> **Your task**
Retype the entries below exactly, and keep every picture out of your version.

> **Excerpts from a dataset**
⁂
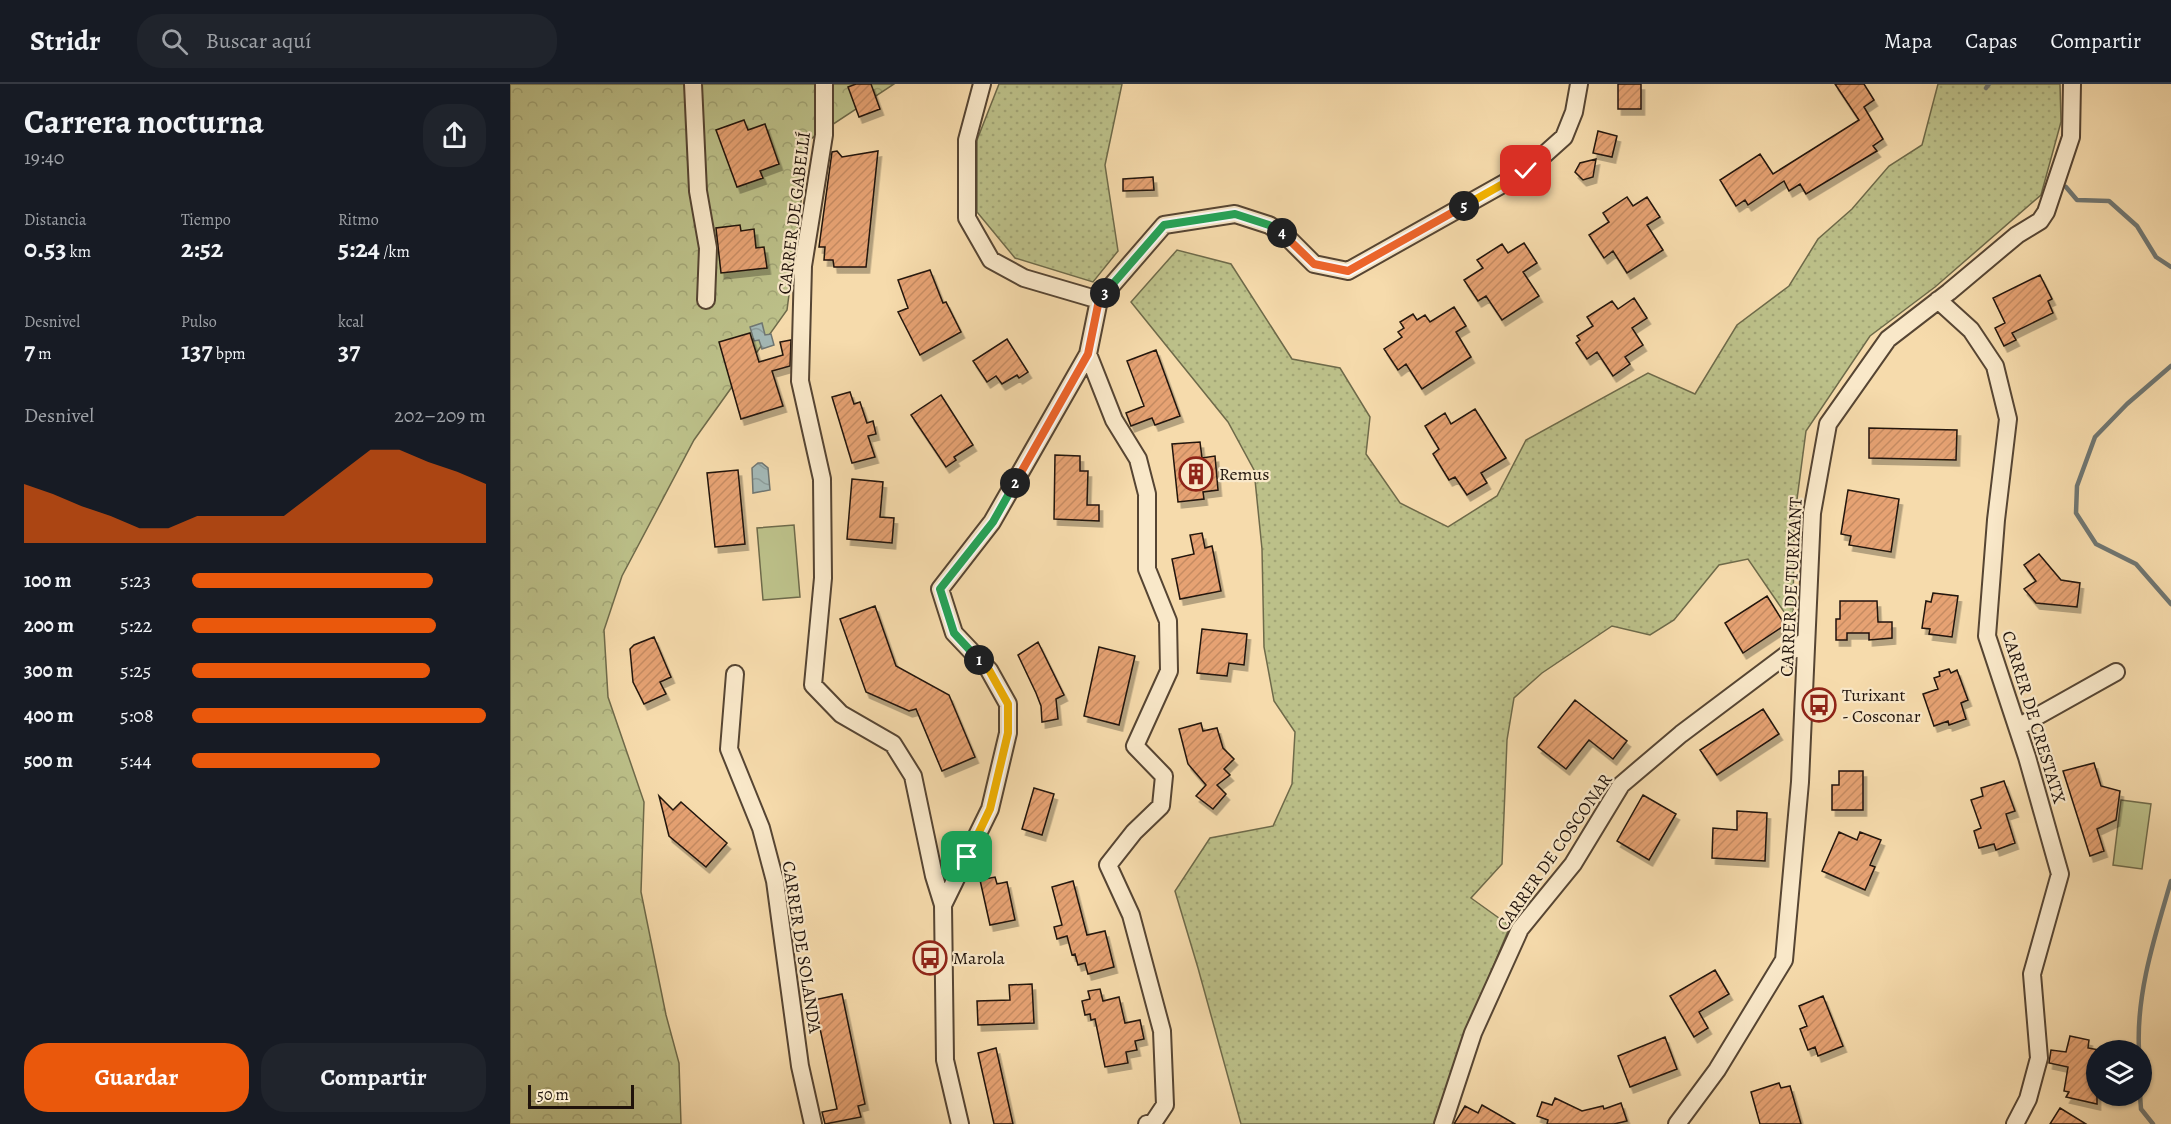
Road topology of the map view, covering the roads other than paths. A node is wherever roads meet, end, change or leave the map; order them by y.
1 (693, 84) edge
2 (824, 84) edge
3 (982, 84) edge
4 (1579, 84) edge
5 (2072, 84) edge
6 (706, 300) dead end
7 (1099, 300) junction
8 (1938, 300) junction
9 (1088, 354) junction
10 (1806, 640) junction
11 (2116, 672) dead end
12 (735, 674) dead end
13 (2018, 727) junction
14 (943, 904) junction
15 (813, 1124) edge
16 (960, 1124) edge
17 (1147, 1124) edge
18 (1443, 1124) edge
19 (1677, 1124) edge
20 (2015, 1124) edge

1 - 6 street
2 - 14 street, CARRER DE GABELLÍ
3 - 7 street
4 - 7 street
5 - 8 street, CARRER DE TURIXANT
7 - 9 street
8 - 10 street, CARRER DE TURIXANT
8 - 13 street, CARRER DE CRESTATX
9 - 14 street
9 - 17 street
10 - 18 street, CARRER DE COSCONAR
10 - 19 street, CARRER DE TURIXANT
11 - 13 street
12 - 15 street, CARRER DE SOLANDA
13 - 20 street, CARRER DE CRESTATX
14 - 16 street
⁂
> **Response to this exercise**
Road topology of the map view, covering the roads other than paths. A node is wherever roads meet, end, change or leave the map; order them by y.
1 (693, 84) edge
2 (824, 84) edge
3 (982, 84) edge
4 (1579, 84) edge
5 (2072, 84) edge
6 (706, 300) dead end
7 (1099, 300) junction
8 (1938, 300) junction
9 (1088, 354) junction
10 (1806, 640) junction
11 (2116, 672) dead end
12 (735, 674) dead end
13 (2018, 727) junction
14 (943, 904) junction
15 (813, 1124) edge
16 (960, 1124) edge
17 (1147, 1124) edge
18 (1443, 1124) edge
19 (1677, 1124) edge
20 (2015, 1124) edge

1 - 6 street
2 - 14 street, CARRER DE GABELLÍ
3 - 7 street
4 - 7 street
5 - 8 street, CARRER DE TURIXANT
7 - 9 street
8 - 10 street, CARRER DE TURIXANT
8 - 13 street, CARRER DE CRESTATX
9 - 14 street
9 - 17 street
10 - 18 street, CARRER DE COSCONAR
10 - 19 street, CARRER DE TURIXANT
11 - 13 street
12 - 15 street, CARRER DE SOLANDA
13 - 20 street, CARRER DE CRESTATX
14 - 16 street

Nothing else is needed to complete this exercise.